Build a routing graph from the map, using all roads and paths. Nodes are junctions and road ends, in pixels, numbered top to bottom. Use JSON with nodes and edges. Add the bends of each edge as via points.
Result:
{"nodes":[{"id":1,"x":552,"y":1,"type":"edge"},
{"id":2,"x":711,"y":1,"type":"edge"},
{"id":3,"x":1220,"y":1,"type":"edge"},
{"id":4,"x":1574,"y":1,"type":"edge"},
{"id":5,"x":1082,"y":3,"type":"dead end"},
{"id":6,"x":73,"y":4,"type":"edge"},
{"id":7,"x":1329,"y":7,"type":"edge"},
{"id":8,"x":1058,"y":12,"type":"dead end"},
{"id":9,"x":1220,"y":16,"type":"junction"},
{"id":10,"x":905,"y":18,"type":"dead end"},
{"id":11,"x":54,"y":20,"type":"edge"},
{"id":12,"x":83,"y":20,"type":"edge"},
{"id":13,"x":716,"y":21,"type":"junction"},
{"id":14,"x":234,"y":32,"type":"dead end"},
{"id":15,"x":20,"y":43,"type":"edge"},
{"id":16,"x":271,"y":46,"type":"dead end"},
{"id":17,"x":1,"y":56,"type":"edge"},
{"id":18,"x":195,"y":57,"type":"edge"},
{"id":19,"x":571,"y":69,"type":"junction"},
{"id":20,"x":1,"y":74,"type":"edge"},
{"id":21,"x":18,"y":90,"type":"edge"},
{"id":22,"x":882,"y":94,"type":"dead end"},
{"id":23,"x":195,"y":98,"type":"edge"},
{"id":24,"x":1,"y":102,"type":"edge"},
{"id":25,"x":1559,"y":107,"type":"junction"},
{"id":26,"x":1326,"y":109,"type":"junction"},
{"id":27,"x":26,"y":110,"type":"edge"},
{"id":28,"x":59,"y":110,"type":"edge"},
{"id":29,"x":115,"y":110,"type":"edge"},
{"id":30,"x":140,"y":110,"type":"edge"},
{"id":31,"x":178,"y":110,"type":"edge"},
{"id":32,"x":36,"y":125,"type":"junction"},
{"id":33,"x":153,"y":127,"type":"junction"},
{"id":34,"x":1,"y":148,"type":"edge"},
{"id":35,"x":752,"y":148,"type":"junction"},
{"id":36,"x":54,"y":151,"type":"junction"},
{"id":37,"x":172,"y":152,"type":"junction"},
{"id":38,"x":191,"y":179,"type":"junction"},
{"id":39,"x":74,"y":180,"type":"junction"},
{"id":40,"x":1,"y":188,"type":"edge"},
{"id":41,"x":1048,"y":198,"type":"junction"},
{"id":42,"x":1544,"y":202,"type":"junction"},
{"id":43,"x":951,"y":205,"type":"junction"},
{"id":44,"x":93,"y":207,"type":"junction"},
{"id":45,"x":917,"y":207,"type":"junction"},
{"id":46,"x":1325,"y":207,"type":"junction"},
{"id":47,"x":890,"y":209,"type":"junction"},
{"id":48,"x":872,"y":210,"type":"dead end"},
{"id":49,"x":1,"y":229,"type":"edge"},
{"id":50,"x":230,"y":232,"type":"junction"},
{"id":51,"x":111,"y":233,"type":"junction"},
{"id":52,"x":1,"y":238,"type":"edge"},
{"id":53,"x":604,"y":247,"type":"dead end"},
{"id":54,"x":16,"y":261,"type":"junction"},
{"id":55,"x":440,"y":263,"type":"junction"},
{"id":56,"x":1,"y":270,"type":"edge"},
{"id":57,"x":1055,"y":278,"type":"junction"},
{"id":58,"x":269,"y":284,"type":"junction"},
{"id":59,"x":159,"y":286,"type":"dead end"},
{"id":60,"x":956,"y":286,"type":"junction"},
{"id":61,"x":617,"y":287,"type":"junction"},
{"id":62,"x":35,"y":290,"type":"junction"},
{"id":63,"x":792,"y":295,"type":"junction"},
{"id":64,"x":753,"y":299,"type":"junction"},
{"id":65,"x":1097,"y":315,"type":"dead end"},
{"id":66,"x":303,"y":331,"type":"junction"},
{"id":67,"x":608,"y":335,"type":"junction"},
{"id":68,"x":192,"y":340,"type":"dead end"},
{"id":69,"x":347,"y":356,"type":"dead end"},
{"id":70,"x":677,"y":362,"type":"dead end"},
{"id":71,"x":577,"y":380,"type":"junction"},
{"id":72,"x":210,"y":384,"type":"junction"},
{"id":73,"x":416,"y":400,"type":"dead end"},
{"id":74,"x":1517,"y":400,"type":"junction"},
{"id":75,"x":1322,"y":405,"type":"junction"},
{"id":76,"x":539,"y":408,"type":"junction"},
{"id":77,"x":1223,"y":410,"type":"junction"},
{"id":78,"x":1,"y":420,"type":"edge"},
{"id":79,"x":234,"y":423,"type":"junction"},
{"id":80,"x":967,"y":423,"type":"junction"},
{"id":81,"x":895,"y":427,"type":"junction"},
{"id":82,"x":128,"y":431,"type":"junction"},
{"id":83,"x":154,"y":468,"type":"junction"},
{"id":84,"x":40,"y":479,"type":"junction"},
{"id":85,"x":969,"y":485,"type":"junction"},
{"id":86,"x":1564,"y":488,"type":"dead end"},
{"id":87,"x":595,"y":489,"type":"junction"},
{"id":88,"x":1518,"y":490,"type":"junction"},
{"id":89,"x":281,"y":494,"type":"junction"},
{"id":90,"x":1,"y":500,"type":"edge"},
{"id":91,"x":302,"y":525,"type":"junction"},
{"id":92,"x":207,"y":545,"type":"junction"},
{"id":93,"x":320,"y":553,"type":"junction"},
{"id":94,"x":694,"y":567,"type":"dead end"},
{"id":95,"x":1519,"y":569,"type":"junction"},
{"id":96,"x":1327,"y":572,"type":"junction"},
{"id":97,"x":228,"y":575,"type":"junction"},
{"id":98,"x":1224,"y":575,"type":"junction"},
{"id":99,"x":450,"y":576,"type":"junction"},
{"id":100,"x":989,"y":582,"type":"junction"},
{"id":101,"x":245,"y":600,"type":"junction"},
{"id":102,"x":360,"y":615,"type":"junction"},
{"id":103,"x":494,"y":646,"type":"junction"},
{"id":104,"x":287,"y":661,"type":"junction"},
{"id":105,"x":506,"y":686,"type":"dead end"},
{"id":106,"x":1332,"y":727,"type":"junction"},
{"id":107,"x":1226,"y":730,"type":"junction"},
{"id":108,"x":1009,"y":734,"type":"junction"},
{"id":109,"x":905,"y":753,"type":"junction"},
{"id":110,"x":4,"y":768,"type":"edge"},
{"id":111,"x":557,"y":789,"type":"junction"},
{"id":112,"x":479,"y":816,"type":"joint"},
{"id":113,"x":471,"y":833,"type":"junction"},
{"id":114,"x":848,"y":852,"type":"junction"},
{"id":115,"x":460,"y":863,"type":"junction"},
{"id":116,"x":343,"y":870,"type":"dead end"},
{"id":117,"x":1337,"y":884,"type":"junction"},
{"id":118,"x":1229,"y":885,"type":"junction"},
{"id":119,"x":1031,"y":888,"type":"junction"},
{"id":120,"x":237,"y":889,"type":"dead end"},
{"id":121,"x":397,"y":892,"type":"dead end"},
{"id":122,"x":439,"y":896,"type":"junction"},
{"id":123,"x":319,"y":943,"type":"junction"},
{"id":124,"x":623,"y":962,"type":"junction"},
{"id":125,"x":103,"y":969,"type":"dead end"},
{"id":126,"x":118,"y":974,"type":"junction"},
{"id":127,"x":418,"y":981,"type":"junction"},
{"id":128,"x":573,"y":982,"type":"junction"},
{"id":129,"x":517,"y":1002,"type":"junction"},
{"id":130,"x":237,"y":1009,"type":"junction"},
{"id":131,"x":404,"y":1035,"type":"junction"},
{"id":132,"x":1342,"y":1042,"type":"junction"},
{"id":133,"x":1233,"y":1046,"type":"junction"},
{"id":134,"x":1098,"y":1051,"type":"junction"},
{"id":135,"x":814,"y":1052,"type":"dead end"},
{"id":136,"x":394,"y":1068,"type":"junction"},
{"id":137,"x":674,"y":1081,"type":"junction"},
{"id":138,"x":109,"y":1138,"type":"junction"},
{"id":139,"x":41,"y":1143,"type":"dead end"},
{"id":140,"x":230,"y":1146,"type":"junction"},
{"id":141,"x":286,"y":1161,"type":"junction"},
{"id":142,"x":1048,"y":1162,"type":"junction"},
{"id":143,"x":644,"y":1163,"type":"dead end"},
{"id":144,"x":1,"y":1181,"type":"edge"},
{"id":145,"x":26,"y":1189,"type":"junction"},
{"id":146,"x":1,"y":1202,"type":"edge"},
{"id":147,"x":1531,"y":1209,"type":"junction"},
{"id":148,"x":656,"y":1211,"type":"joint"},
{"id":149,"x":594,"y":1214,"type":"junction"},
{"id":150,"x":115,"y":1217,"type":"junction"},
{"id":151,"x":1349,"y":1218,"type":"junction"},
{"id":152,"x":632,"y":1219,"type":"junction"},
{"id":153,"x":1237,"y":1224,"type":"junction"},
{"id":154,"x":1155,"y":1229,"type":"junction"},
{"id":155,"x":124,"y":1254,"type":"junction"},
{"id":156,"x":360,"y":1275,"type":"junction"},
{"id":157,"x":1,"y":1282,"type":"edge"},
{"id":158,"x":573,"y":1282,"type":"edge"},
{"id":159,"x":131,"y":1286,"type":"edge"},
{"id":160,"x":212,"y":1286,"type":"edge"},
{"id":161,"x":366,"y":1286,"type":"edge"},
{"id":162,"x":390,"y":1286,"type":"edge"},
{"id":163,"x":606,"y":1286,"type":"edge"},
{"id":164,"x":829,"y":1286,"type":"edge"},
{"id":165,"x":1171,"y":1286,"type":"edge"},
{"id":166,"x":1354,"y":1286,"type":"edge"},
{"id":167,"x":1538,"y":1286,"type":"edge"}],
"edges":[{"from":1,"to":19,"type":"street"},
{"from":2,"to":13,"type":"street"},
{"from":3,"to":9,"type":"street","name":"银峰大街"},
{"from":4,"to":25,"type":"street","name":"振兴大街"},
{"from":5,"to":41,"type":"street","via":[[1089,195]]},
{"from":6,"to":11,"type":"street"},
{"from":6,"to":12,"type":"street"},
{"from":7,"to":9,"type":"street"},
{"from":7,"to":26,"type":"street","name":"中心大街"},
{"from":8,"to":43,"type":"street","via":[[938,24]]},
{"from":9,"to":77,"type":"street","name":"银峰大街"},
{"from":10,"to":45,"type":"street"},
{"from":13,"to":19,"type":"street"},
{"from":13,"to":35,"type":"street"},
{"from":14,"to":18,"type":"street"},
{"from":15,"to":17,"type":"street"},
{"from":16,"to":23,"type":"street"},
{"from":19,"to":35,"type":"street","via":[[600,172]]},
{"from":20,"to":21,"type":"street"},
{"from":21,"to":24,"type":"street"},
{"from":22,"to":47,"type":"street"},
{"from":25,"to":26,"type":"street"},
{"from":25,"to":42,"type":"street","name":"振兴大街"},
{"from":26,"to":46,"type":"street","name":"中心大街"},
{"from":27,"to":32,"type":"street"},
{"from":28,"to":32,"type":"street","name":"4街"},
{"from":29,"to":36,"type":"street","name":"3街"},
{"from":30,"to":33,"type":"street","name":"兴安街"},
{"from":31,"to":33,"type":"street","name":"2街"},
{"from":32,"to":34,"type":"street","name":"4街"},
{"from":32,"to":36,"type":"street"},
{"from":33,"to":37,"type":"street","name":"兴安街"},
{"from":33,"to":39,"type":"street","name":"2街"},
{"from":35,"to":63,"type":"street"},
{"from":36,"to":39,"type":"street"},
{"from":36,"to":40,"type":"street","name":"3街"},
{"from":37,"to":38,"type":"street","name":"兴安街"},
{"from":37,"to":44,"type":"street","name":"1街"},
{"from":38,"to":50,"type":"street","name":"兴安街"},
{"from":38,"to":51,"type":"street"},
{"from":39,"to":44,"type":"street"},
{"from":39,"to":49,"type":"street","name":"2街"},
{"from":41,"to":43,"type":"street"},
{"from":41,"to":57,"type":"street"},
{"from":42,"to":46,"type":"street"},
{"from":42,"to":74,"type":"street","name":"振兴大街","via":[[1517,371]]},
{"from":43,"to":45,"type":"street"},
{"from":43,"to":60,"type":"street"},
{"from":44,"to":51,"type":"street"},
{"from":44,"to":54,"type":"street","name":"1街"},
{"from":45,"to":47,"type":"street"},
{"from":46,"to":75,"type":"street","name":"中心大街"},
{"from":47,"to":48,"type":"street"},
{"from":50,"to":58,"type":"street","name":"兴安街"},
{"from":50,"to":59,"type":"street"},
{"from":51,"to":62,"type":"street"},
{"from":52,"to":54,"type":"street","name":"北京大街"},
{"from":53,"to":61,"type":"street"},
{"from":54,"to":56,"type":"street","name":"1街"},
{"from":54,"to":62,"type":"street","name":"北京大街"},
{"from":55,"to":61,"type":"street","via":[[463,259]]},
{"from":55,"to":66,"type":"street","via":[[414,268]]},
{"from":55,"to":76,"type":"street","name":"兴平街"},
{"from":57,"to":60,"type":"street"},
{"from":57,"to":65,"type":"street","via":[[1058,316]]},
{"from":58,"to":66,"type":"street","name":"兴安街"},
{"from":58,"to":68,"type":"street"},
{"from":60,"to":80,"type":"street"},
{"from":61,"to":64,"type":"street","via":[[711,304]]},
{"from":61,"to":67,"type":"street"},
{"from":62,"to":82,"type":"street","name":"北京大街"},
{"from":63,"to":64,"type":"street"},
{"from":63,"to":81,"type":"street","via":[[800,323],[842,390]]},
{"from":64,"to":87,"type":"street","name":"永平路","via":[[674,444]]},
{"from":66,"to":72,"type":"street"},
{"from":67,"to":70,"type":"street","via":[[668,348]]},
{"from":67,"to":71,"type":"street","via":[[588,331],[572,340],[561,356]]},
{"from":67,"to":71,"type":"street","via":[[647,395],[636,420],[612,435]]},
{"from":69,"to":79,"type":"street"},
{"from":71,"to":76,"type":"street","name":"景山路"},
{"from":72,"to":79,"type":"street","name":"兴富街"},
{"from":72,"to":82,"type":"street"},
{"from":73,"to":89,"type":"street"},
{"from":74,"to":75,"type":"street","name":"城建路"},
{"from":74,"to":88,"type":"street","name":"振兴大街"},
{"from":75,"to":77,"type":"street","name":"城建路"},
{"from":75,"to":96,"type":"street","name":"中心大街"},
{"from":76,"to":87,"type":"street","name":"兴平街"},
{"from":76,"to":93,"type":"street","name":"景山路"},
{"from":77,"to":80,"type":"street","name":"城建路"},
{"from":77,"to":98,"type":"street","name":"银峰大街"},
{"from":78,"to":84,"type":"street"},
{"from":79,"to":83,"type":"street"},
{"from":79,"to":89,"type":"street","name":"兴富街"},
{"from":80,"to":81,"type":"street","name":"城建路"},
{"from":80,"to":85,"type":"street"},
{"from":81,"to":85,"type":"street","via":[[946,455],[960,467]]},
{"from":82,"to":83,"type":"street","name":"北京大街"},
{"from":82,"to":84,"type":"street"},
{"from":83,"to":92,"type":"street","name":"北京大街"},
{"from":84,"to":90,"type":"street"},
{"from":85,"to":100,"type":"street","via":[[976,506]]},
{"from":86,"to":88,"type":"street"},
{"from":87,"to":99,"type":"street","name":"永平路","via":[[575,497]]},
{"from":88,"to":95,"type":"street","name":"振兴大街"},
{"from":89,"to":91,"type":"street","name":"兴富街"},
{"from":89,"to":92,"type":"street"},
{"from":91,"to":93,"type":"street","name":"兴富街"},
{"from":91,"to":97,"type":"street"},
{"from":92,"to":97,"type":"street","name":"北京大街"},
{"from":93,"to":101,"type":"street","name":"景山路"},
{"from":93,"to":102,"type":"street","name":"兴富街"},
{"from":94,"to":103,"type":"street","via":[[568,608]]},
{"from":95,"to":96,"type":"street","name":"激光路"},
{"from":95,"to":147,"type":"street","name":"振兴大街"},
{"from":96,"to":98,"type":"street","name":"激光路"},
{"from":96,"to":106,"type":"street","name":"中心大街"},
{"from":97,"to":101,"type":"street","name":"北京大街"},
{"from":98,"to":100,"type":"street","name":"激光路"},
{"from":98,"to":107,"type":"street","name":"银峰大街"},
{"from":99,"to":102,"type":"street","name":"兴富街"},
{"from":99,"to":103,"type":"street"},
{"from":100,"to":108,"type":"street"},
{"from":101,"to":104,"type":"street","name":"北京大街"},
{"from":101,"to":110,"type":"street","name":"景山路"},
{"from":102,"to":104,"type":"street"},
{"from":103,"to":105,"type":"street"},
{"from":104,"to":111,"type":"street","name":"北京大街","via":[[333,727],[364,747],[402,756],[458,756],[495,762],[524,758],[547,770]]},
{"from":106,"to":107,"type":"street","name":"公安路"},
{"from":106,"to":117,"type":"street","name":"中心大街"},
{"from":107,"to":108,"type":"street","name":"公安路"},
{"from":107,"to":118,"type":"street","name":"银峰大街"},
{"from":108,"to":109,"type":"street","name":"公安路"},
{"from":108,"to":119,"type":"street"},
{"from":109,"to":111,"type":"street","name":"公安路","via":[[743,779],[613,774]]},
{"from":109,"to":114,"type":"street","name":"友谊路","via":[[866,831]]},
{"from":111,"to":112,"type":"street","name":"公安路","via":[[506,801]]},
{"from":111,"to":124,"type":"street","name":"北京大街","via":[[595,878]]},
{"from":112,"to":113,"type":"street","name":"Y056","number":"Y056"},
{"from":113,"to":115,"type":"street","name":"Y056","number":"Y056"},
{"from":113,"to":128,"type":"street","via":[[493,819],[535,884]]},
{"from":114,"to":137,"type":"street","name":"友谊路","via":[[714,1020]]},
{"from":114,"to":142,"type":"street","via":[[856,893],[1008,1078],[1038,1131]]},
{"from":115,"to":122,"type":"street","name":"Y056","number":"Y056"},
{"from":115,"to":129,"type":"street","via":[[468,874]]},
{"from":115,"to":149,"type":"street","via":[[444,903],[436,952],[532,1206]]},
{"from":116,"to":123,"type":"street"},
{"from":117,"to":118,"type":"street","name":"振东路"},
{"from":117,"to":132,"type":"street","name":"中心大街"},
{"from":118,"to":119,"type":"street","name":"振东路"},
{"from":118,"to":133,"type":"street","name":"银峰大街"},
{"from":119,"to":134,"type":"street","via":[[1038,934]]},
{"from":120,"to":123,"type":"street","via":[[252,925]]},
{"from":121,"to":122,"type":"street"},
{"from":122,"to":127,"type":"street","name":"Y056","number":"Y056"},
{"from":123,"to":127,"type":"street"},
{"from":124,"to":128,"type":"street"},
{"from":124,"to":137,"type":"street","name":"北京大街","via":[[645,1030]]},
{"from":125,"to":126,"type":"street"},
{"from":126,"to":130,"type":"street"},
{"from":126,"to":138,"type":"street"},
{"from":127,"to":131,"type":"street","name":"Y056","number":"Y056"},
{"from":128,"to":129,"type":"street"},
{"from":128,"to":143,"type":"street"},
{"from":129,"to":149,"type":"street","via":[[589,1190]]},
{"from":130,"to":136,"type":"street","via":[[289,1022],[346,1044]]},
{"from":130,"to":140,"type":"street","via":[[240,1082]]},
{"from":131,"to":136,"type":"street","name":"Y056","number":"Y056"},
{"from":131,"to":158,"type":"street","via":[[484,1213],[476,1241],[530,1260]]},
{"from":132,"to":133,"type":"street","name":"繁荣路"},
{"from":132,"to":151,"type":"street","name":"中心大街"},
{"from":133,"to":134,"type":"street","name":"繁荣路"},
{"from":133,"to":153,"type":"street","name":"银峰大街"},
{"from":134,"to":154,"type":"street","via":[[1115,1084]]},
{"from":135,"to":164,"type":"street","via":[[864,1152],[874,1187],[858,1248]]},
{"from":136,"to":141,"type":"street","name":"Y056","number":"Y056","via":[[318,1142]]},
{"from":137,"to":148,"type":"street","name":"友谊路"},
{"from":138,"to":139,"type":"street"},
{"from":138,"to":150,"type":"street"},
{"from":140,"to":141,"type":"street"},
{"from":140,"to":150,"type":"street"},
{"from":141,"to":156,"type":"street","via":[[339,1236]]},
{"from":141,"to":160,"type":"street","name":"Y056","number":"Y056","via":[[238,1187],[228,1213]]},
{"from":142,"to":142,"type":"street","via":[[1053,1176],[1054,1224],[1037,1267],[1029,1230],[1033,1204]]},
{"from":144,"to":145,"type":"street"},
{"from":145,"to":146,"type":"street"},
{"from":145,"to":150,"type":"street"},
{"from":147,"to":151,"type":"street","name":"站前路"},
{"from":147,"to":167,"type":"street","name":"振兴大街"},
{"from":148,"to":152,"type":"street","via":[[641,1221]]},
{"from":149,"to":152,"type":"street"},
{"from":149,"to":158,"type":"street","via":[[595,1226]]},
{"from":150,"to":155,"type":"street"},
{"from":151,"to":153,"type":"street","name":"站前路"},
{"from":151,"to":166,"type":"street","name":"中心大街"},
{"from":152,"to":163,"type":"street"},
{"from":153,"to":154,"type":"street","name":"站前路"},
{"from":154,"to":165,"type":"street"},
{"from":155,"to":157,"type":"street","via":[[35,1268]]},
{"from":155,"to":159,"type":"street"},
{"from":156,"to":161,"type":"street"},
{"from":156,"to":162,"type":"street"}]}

....

• [EXERCISE DESCRIPTION] Filter the preceding entries down to the lines with "振兴大街".

• [OUTPUT]
{"from":4,"to":25,"type":"street","name":"振兴大街"},
{"from":25,"to":42,"type":"street","name":"振兴大街"},
{"from":42,"to":74,"type":"street","name":"振兴大街","via":[[1517,371]]},
{"from":74,"to":88,"type":"street","name":"振兴大街"},
{"from":88,"to":95,"type":"street","name":"振兴大街"},
{"from":95,"to":147,"type":"street","name":"振兴大街"},
{"from":147,"to":167,"type":"street","name":"振兴大街"},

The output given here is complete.